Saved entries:
*-*-*
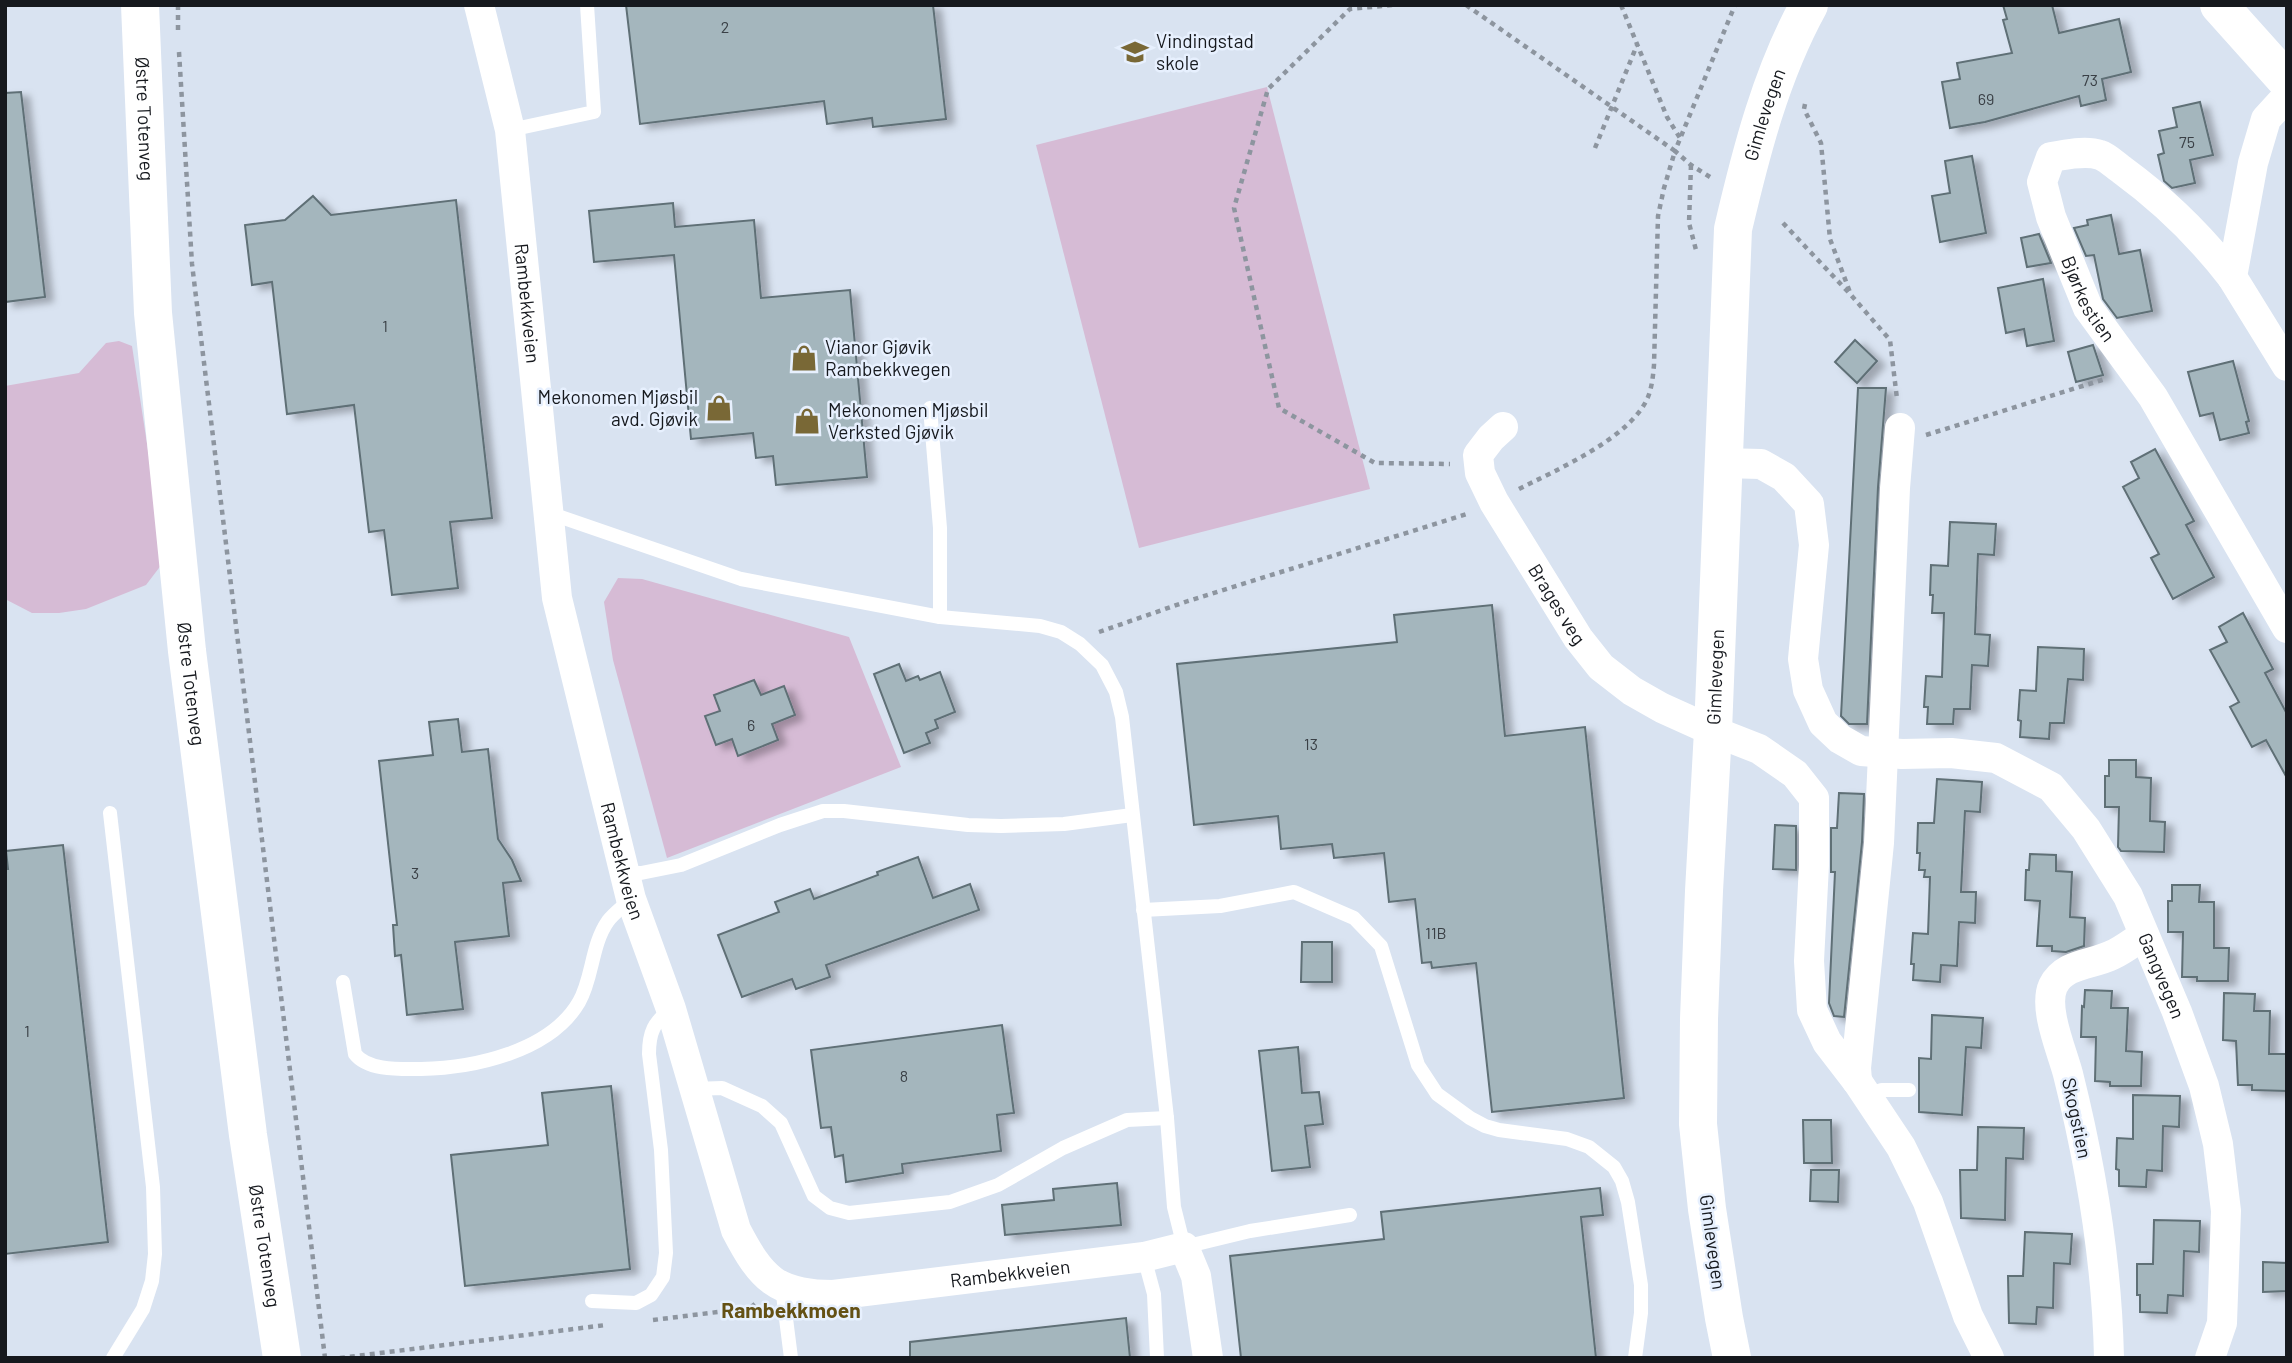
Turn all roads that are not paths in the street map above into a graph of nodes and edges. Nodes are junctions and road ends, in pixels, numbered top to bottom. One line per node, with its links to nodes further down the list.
1 (140, 5): 37 (street, Østre Totenveg)
2 (479, 5): 8 (street, Rambekkveien)
3 (587, 5): 8 (lane)
4 (1809, 5): 14 (street, Gimlevegen)
5 (2218, 5): 6 (street)
6 (2287, 81)
7 (2287, 96): 9 (street)
8 (510, 130): 15 (street, Rambekkveien)
9 (2232, 277): 10 (street, Bjørkestien); 17 (street, Bjørkestien)
10 (2287, 366)
11 (930, 408): 16 (lane)
12 (1503, 427): 18 (street, Brages veg)
13 (1899, 436): 19 (street)
14 (1722, 463): 18 (street, Gimlevegen); 19 (street, Gangvegen)
15 (549, 513): 16 (lane); 22 (street, Rambekkveien)
16 (940, 617): 21 (lane)
17 (2287, 628)
18 (1713, 731): 27 (street); 42 (street, Gimlevegen)
19 (1883, 752): 24 (street, Gangvegen); 27 (street)
20 (110, 814): 36 (lane)
21 (1132, 815): 22 (lane); 23 (lane)
22 (628, 886): 25 (lane); 26 (street, Rambekkveien)
23 (1143, 910): 30 (lane); 41 (lane)
24 (2144, 935): 44 (street, Skogstien); 45 (street, Gangvegen)
25 (343, 982)
26 (671, 1009): 28 (street, Rambekkveien); 35 (lane)
27 (1862, 1088): 29 (lane); 43 (street)
28 (694, 1089): 30 (lane); 34 (street, Rambekkveien)
29 (1909, 1090)
30 (1167, 1118): 32 (lane)
31 (1350, 1215): 32 (lane)
32 (1184, 1247): 33 (street, Rambekkveien); 40 (street)
33 (1144, 1257): 34 (street, Rambekkveien); 39 (lane)
34 (778, 1285): 38 (lane)
35 (592, 1301)
36 (113, 1358)
37 (282, 1358)
38 (792, 1358)
39 (1157, 1358)
40 (1208, 1358)
41 (1635, 1358)
42 (1732, 1358)
43 (1989, 1358)
44 (2109, 1358)
45 (2210, 1358)

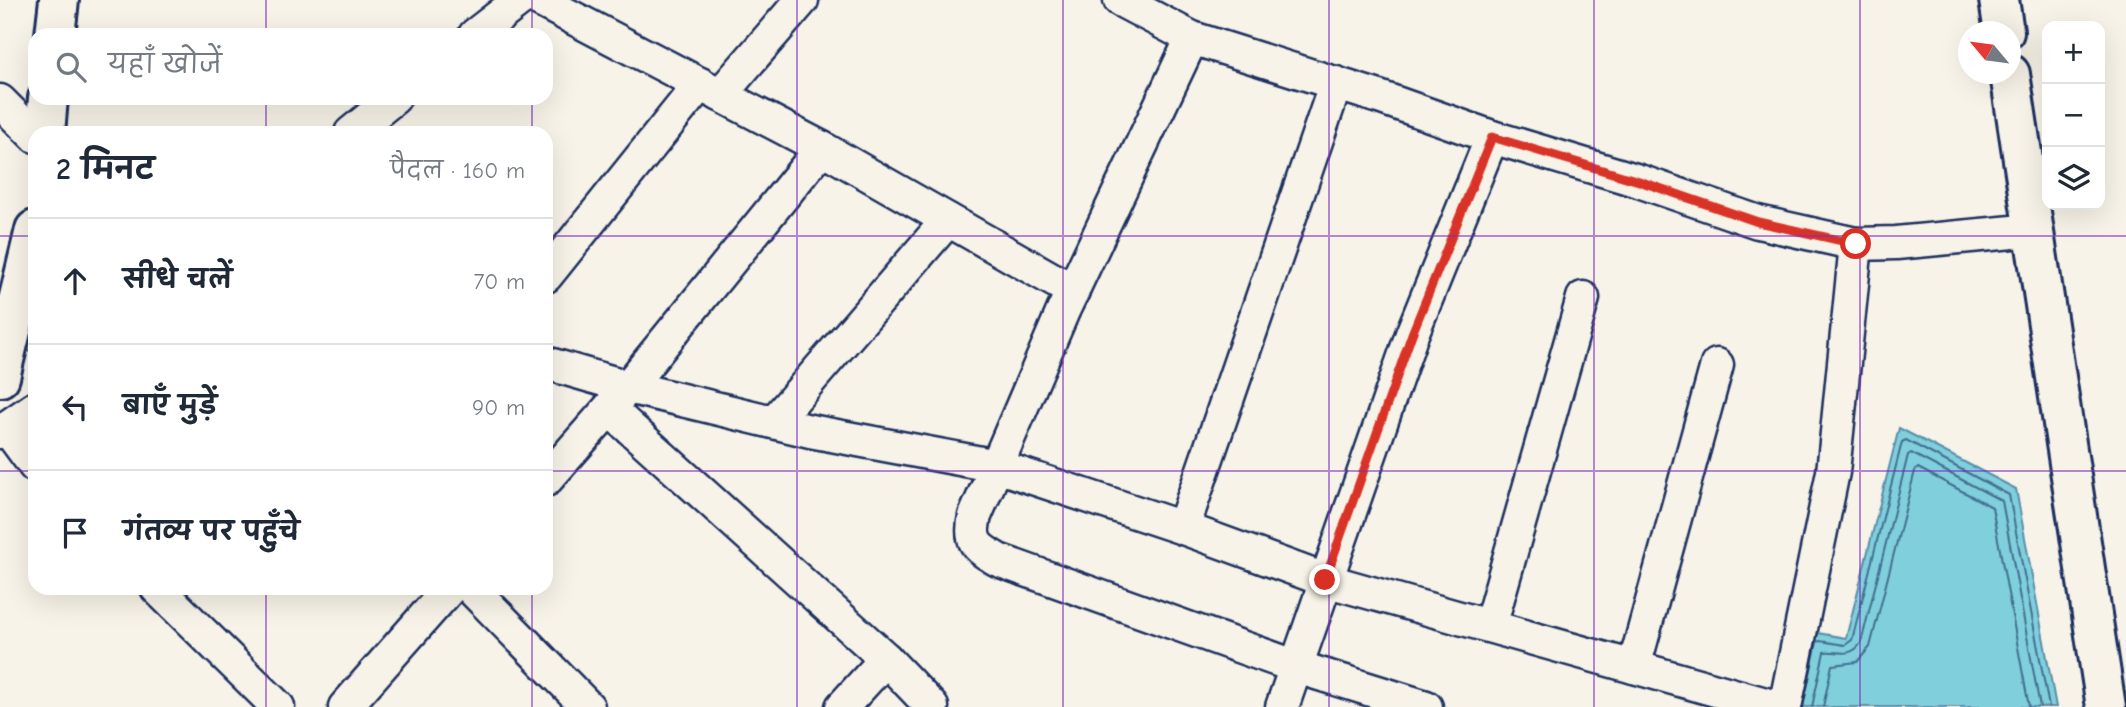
*-*-*
TASK BRIEF -> Every entry is to be reproduced word for word, and no image is carried over.

WRITTEN ANSWER ->
Turn all roads that are not paths in the street map above into a graph of nodes and edges. Nodes are junctions and road ends, in pixels, numbered top to bottom. One line per node, with its links to nodes further down the list.
1 (140, 5): 37 (street, Østre Totenveg)
2 (479, 5): 8 (street, Rambekkveien)
3 (587, 5): 8 (lane)
4 (1809, 5): 14 (street, Gimlevegen)
5 (2218, 5): 6 (street)
6 (2287, 81)
7 (2287, 96): 9 (street)
8 (510, 130): 15 (street, Rambekkveien)
9 (2232, 277): 10 (street, Bjørkestien); 17 (street, Bjørkestien)
10 (2287, 366)
11 (930, 408): 16 (lane)
12 (1503, 427): 18 (street, Brages veg)
13 (1899, 436): 19 (street)
14 (1722, 463): 18 (street, Gimlevegen); 19 (street, Gangvegen)
15 (549, 513): 16 (lane); 22 (street, Rambekkveien)
16 (940, 617): 21 (lane)
17 (2287, 628)
18 (1713, 731): 27 (street); 42 (street, Gimlevegen)
19 (1883, 752): 24 (street, Gangvegen); 27 (street)
20 (110, 814): 36 (lane)
21 (1132, 815): 22 (lane); 23 (lane)
22 (628, 886): 25 (lane); 26 (street, Rambekkveien)
23 (1143, 910): 30 (lane); 41 (lane)
24 (2144, 935): 44 (street, Skogstien); 45 (street, Gangvegen)
25 (343, 982)
26 (671, 1009): 28 (street, Rambekkveien); 35 (lane)
27 (1862, 1088): 29 (lane); 43 (street)
28 (694, 1089): 30 (lane); 34 (street, Rambekkveien)
29 (1909, 1090)
30 (1167, 1118): 32 (lane)
31 (1350, 1215): 32 (lane)
32 (1184, 1247): 33 (street, Rambekkveien); 40 (street)
33 (1144, 1257): 34 (street, Rambekkveien); 39 (lane)
34 (778, 1285): 38 (lane)
35 (592, 1301)
36 (113, 1358)
37 (282, 1358)
38 (792, 1358)
39 (1157, 1358)
40 (1208, 1358)
41 (1635, 1358)
42 (1732, 1358)
43 (1989, 1358)
44 (2109, 1358)
45 (2210, 1358)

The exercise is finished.